If you want to win at chess, then play good chess!

Phrostbyte

You are right! I've never thought about that. Though I don't even use it.

gpacx

When I became interested in chess, but before I had access to a chess engine,I would use the database of games on chesstempo.com to help me in openings.

My finding was that after the 4th or 5th move, unless I was in a mainline position, there were too few positions in the database to reliably know whether a move was good or bad on the basis of how frequently it had worked out. 

The best use of a database is to narrow to games in specific openings and actually look at some of them in depth to see what plans are followed and what moves are played. A database is a way to quickly find a selection of similar games and analyze them, not for deciding your next move. 

If you are out of your own opening book within the first seven moves, that is probably an issue. I think it's important to know the opening moves of whatever systems you play at least this deep. 

If you are playing vote chess and a move is selected which you don't agree with, well that's just vote chess. We all play book moves, but we at least choose to play book moves that are up to date, like the Sicilian Najdorf for example. 

I think that as someone above said, you have to be following a plan and there is little value to selecting a move from a book if it doesn't suit the plan that you are looking to follow. If you are not following a plan, then a database isn't going to help you figure one out.

gpacx

I also want to say that in databases, it's pretty unlikely that the most common move isn't the best one. If another one appears to be better, it's either because it was a novelty and people didn't know how to defend it or because the sample size is too small.

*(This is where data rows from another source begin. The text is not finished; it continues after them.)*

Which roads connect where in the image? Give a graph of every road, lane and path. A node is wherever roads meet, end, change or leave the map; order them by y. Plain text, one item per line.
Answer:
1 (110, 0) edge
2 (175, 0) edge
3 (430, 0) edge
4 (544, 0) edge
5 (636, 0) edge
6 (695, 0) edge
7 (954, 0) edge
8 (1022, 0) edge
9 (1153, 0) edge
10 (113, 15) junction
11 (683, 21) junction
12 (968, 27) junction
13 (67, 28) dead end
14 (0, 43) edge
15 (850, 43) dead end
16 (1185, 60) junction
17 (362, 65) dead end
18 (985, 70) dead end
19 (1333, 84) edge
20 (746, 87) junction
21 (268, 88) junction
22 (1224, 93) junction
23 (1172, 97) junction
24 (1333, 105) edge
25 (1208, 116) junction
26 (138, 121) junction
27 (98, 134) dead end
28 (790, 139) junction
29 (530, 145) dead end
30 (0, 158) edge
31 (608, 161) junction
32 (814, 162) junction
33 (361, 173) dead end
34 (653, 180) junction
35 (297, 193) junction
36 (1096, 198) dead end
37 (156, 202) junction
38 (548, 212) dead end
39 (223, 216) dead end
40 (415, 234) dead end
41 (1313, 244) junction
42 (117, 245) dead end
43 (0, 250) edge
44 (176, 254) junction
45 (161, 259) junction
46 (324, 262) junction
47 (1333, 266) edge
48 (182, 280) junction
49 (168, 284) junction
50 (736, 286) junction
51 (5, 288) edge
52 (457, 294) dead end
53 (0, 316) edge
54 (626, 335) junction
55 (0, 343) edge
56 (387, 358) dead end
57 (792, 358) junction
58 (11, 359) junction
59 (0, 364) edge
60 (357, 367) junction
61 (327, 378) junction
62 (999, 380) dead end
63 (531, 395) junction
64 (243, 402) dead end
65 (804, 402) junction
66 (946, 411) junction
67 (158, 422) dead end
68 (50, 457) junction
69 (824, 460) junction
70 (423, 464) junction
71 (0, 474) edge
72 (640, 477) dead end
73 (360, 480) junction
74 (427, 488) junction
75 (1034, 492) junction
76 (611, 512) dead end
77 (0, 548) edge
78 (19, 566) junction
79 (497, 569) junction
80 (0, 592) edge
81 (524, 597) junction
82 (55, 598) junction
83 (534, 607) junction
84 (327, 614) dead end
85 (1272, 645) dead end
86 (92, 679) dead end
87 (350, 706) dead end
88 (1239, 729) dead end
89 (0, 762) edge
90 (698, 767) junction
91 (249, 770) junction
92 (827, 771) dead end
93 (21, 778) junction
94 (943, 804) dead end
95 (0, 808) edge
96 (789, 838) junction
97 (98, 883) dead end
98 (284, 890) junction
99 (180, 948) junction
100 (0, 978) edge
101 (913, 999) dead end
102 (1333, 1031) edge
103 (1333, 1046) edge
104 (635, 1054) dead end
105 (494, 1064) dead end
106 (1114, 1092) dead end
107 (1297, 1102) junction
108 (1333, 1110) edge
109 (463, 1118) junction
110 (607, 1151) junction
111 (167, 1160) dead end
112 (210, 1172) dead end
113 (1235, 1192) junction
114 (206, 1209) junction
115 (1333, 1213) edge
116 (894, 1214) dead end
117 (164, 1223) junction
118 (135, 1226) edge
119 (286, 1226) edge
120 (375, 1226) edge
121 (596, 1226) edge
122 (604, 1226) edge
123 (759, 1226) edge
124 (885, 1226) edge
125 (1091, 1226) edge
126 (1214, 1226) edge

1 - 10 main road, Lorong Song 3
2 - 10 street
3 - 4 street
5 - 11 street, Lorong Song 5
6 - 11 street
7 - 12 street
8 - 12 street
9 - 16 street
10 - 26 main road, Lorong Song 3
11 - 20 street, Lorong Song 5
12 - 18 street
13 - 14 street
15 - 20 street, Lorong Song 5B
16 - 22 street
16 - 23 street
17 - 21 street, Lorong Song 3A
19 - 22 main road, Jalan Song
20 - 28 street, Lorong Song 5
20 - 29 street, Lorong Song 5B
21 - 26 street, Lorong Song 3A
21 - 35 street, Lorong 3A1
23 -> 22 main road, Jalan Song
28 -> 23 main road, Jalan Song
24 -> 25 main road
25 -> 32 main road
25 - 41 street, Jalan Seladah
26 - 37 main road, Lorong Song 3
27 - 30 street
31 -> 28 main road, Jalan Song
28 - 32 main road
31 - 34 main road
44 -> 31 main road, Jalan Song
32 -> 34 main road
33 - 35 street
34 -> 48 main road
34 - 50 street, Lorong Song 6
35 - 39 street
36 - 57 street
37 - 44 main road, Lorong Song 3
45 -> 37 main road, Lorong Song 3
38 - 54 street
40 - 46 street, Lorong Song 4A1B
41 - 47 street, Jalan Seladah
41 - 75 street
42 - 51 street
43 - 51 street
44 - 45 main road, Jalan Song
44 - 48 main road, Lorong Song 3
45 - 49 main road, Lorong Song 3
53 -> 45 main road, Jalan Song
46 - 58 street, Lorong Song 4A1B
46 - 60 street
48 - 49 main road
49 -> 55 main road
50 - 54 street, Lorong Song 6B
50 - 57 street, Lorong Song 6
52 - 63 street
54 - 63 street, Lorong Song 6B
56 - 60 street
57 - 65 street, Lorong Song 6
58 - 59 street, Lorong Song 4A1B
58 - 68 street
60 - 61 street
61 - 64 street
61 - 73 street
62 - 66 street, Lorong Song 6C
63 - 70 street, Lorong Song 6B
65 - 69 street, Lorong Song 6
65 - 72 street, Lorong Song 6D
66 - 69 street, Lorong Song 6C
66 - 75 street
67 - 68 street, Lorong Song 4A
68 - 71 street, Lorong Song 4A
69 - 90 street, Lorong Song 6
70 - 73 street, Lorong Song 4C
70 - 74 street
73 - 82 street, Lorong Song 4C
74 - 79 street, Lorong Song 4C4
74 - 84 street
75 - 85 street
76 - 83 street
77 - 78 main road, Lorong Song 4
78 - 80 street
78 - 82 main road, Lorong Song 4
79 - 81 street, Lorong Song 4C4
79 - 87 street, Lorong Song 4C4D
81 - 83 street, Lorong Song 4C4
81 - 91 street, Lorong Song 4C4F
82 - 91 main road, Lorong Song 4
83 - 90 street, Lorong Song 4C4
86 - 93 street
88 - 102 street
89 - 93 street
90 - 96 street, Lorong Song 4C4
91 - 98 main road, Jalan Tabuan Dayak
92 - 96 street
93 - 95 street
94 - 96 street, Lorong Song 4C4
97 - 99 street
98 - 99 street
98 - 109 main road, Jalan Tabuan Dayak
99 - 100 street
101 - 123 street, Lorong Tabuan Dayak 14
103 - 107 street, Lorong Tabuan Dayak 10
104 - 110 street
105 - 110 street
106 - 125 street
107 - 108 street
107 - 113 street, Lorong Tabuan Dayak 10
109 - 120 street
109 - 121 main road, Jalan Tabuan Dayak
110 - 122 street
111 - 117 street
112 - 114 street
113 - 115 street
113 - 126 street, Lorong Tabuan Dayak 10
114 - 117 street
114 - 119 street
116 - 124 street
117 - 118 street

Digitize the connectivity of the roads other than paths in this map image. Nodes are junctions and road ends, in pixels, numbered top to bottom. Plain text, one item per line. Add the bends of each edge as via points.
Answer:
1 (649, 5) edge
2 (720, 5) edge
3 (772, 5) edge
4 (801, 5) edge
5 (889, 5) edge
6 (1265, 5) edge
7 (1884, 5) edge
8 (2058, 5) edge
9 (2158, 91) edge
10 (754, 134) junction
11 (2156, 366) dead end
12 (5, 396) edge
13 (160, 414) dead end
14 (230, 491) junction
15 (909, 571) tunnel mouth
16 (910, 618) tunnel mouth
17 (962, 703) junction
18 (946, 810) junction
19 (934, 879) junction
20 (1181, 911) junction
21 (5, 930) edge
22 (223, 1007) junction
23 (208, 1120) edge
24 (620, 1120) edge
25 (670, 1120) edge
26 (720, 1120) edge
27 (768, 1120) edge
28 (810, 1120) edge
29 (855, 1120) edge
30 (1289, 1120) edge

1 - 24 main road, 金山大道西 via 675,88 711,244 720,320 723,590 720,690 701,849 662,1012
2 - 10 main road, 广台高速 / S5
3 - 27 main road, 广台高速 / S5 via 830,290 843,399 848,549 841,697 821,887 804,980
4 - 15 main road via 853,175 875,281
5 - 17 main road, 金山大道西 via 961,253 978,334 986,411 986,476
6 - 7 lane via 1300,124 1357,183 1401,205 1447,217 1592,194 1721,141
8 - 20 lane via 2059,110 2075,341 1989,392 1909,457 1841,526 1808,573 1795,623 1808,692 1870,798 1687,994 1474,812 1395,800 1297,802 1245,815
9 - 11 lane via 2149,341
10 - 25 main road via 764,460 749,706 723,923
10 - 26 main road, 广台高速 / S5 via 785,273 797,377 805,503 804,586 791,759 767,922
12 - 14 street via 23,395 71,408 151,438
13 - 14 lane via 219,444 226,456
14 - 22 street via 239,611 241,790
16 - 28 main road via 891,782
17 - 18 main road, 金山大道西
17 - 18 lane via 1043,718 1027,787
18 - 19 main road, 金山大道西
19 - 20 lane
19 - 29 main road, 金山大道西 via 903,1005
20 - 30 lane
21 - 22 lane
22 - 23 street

In either case, choosing a popular move that confers a smaller edge is usually a better course of action (playing d6 in this case). 

Also remember that when someone diverts from the mainline, the opponent usually starts to think how he can exploit and someone may have lost on time because of this. We may not even know the time control of the games.

ponz111

In vote chess noone should just play moves that they like.

A very good vote chess team will require you to post the move and the reasons you like the particular move.  And then there will be discussion and analysis on that move. [often it will be shot down]

Far too often I have seen people post moves that looked good to them but were losing.  For vote chess there should be analysis of all reasonable candidate moves and this analysis should continue until there is a 100% consensus on a particular move.

I played in a vote chess team where moves were thrown out with no discussion and they have many losses in a row and I could not stand this and had to give up on that group.

I also played on Ponziani Power where each move and each candidate move was discussed and no votes until a consensus and very disciplined voters and they won 13 in a row--math chance less than 1 in a 100,000.

ElKitch

Lately when Im choosing a move in the explorer, I tend to go through a couple games that have been played to get a grip on whats going on and what kind of threats there are. After that you can decide what seems good to you.

ponz111

ELKitch, your system is ok and fine for personal games but not for vote chess games.  

I would guess that the most popular move on explorer is also the best move only about 40% of the time.  This is why winning teams will often not even consult explorer.